As soon as we connected to the wifi I put out a message which exclaimed “We’re here!!”, and waited for a response.  Then I waited some more, waited a little bit more, and then started to get worried.  It had been an hour and a half and I had not heard anything.  I started to think of other options because we needed to get this package before our flight left that night (luckily, not until 11 pm). I started messaging anyone I knew that I though might know Jessica, and either have them give me her #, or put a call into her themselves.  I tried Brittany, although I knew it was a long shot because I also knew that she was cruising between islands at that point, and then I tried a girl named Melody, whom I’d never met or even spoken to before, but was another cruiser that I was aware knew Jessica.

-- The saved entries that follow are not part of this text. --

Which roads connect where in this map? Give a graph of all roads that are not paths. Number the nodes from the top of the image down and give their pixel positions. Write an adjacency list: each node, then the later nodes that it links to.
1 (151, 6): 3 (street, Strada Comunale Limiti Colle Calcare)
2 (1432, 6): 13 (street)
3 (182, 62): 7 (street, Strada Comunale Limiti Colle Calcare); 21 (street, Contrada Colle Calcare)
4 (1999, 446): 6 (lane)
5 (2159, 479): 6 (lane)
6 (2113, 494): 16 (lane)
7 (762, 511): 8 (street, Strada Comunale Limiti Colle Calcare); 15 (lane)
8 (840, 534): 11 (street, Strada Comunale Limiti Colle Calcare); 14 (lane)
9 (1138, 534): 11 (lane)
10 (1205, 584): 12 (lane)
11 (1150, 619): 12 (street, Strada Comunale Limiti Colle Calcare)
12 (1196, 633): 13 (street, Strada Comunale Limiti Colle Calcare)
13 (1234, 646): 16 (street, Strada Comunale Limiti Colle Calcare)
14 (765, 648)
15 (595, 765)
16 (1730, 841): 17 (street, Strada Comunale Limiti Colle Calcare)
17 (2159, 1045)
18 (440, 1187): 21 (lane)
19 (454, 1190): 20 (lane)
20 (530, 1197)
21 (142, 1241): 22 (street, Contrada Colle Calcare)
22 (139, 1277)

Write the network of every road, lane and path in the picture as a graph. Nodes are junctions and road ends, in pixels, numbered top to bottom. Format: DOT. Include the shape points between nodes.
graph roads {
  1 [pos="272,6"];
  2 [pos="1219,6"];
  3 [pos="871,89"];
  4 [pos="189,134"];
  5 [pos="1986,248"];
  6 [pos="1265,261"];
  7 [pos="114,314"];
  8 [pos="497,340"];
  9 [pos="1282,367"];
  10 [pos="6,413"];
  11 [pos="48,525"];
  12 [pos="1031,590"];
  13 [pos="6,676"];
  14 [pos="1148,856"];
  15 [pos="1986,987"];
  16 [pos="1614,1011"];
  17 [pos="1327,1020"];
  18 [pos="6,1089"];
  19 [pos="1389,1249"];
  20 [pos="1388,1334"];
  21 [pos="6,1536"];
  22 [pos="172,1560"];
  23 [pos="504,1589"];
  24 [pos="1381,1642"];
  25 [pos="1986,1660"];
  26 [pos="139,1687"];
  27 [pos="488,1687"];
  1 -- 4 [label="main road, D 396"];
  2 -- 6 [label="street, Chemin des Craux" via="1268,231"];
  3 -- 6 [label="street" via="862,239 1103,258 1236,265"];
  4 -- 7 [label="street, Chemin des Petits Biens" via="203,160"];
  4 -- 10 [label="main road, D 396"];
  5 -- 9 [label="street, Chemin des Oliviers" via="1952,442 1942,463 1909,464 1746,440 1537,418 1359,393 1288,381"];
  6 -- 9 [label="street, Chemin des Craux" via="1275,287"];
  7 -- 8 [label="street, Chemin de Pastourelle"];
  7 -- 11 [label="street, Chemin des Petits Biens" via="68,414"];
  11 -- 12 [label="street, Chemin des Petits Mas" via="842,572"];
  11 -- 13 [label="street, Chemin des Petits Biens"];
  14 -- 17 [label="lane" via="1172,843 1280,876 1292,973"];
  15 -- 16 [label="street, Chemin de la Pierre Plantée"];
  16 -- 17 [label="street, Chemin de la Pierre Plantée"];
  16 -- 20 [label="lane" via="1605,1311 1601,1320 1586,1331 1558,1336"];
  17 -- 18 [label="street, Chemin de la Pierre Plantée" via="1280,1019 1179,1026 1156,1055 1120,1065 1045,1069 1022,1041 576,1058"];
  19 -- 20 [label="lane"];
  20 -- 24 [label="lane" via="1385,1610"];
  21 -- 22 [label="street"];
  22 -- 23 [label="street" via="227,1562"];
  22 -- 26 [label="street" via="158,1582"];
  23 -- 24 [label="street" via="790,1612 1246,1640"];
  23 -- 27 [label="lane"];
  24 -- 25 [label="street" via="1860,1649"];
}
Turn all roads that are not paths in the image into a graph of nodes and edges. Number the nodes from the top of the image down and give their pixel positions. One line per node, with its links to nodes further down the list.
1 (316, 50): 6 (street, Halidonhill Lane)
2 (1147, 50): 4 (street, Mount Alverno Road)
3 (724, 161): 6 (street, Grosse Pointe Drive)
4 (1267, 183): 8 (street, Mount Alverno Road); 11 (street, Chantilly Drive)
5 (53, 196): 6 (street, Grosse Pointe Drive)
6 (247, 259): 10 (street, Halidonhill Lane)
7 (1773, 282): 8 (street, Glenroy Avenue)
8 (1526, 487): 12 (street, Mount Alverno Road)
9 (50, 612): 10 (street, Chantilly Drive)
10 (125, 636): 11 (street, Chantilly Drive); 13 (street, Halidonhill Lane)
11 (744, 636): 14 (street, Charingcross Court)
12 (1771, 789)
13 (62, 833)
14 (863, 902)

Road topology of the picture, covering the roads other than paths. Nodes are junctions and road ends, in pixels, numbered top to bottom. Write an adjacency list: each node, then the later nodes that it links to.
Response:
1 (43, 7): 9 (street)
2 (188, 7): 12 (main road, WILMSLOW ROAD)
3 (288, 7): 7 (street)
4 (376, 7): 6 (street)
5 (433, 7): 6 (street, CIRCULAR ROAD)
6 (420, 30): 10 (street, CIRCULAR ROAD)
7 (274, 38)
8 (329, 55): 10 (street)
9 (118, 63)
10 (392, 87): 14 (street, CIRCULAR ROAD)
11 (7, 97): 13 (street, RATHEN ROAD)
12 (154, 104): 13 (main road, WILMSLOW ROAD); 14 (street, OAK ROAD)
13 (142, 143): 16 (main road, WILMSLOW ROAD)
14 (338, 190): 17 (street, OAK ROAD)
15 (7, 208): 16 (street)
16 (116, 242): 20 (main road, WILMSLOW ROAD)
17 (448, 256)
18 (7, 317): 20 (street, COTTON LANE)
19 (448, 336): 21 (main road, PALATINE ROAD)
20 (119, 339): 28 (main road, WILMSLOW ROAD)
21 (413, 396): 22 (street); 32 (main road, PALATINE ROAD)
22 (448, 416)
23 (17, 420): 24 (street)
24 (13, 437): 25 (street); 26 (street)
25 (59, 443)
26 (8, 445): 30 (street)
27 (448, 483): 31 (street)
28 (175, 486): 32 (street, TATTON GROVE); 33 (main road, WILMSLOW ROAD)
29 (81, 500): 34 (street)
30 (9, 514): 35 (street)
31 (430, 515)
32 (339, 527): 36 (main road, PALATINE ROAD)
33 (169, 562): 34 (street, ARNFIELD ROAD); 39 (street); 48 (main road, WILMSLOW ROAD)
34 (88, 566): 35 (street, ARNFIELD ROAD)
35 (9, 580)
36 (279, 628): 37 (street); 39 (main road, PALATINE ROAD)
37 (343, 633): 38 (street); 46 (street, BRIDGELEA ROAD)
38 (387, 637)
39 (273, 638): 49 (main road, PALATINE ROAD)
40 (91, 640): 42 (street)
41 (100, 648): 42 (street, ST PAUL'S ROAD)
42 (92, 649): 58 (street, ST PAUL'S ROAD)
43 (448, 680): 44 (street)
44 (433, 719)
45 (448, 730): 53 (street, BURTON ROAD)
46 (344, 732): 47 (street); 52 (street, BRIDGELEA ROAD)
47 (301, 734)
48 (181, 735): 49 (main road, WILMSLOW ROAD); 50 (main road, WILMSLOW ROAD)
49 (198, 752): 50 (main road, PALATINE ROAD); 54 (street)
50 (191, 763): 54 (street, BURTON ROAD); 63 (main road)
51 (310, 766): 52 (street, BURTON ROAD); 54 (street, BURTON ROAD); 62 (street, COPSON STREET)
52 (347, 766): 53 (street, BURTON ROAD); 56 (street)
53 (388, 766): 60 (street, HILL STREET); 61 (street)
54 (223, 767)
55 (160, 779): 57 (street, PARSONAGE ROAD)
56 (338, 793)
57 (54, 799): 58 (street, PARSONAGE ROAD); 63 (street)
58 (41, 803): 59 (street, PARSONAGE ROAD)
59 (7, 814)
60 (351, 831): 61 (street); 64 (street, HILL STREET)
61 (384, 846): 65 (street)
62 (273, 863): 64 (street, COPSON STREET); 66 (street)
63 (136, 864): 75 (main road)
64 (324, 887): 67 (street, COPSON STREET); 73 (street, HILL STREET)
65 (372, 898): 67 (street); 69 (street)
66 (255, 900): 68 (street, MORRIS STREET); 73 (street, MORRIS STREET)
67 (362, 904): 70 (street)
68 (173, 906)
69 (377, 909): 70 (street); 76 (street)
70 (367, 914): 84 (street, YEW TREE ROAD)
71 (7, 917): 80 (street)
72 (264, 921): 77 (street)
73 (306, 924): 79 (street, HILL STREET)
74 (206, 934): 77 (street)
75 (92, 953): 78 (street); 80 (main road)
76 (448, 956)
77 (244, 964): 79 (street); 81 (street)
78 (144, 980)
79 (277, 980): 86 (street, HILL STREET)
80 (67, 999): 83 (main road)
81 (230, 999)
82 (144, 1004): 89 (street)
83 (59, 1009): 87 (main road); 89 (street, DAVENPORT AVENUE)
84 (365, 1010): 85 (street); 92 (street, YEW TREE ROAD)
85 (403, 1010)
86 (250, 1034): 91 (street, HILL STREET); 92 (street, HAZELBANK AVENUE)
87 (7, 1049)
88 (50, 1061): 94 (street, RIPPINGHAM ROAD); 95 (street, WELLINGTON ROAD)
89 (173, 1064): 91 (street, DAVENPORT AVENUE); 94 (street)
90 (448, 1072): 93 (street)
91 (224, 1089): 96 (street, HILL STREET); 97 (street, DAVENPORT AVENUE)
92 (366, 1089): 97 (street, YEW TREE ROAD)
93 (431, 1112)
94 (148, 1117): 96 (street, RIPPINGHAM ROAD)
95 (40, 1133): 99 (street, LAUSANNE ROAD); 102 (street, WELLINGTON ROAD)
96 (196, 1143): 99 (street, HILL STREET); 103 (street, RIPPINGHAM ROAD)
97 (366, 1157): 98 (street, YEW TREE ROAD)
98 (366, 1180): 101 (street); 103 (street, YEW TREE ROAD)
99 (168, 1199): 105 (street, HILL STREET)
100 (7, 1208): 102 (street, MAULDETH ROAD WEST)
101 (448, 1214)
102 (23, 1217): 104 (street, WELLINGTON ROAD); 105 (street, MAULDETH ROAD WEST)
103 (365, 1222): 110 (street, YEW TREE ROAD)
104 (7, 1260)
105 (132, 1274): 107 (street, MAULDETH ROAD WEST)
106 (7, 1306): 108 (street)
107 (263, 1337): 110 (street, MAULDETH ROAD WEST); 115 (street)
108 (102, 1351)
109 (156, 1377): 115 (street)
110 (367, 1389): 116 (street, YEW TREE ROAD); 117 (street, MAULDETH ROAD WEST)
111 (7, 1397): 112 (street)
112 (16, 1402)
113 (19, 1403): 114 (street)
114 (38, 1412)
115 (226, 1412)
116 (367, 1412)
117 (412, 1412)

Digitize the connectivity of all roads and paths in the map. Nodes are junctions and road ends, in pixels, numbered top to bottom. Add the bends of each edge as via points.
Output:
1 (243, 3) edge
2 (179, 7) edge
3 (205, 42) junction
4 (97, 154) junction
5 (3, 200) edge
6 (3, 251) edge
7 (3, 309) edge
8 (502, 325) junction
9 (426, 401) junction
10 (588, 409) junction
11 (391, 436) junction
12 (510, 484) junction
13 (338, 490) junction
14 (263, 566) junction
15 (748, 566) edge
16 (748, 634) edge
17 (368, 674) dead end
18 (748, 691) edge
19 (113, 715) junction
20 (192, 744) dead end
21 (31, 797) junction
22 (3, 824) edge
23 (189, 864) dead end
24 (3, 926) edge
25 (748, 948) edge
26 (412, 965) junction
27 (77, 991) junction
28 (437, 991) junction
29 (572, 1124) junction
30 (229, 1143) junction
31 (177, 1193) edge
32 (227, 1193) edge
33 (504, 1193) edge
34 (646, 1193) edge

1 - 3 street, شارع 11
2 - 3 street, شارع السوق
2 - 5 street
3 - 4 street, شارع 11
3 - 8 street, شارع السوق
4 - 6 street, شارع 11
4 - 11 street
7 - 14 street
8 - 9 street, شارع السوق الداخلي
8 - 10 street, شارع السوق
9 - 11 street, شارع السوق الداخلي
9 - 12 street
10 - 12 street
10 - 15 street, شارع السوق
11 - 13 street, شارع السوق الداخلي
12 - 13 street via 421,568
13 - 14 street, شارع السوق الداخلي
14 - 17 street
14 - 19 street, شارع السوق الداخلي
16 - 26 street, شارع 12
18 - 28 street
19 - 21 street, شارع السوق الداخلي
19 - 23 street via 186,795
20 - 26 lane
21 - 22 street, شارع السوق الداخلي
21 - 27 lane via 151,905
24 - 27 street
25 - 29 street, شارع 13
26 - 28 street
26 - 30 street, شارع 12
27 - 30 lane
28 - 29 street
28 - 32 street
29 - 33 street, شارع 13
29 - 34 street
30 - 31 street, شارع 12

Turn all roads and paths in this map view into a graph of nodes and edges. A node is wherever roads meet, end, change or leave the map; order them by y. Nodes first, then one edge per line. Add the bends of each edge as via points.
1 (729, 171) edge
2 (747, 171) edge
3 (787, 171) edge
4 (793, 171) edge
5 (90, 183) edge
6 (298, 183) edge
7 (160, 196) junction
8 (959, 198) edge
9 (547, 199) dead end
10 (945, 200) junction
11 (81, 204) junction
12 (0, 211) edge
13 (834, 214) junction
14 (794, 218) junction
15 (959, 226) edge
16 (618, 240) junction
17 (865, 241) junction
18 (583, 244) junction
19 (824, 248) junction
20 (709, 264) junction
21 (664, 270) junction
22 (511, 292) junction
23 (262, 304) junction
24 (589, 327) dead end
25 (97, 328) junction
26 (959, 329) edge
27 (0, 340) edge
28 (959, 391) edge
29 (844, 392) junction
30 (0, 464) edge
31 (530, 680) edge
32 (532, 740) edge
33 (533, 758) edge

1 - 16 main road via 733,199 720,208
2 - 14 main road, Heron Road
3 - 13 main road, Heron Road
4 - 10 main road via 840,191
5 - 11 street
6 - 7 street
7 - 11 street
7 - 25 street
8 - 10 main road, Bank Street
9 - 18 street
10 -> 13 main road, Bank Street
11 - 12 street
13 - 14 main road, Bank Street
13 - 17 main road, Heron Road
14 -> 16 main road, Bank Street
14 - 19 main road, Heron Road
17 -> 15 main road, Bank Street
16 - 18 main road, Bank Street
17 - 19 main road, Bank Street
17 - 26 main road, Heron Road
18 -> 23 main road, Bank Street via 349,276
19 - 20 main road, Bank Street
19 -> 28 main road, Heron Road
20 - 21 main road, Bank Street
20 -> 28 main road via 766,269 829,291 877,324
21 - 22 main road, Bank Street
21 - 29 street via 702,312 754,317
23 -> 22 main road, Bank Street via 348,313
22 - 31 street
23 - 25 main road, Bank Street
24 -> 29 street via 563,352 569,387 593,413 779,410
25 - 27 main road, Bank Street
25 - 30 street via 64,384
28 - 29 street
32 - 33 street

Another 30 minutes and no responses from anyone later, I knew I’d have to get myself to Jessica’s house if I wanted to be sure I’d have the package that night.  Leaving Matt at guest pick up with my phone, in case a message did come through, I hopped in the back of a Lincoln Towncar from a very nice gentleman who had watched us sitting outside for two hours, and agreed to give me a very good price on a round trip ride to and from the airport.  I had Jessica’s address in a little notebook I’d been carrying around with me everywhere which was probably my saving grace of that night.  As I pulled up in front of her house I knocked on the door and introduced myself “Hi, I’m Jessica, I had a package sent to you from Michigan”, but all she could do was look at me with shock and repeat “You’re here!  Oh my god, you’re here!!”.

Turns out she had gotten her days mixed up and thought I would be in the next day, and also hadn’t received my message (or the ones that Melody ended up sending as well) since she had just started a new job and forgot to turn on her phone after work.  Something that I would totally do myself (and usually did), so I couldn’t even be the least bit upset about.  She invited me to stay for a drink, which I wish I could have if I had more time on my hands, but I was only able to stay long enough to get a big hug from her and grab the package which had been sitting in the trunk of her car, ready to go for the next day.  I think both of us had been excited to meet and do some story swapping, so it is now my goal to try and get Serendipity to Ft. Lauderdale at some point to make that happen.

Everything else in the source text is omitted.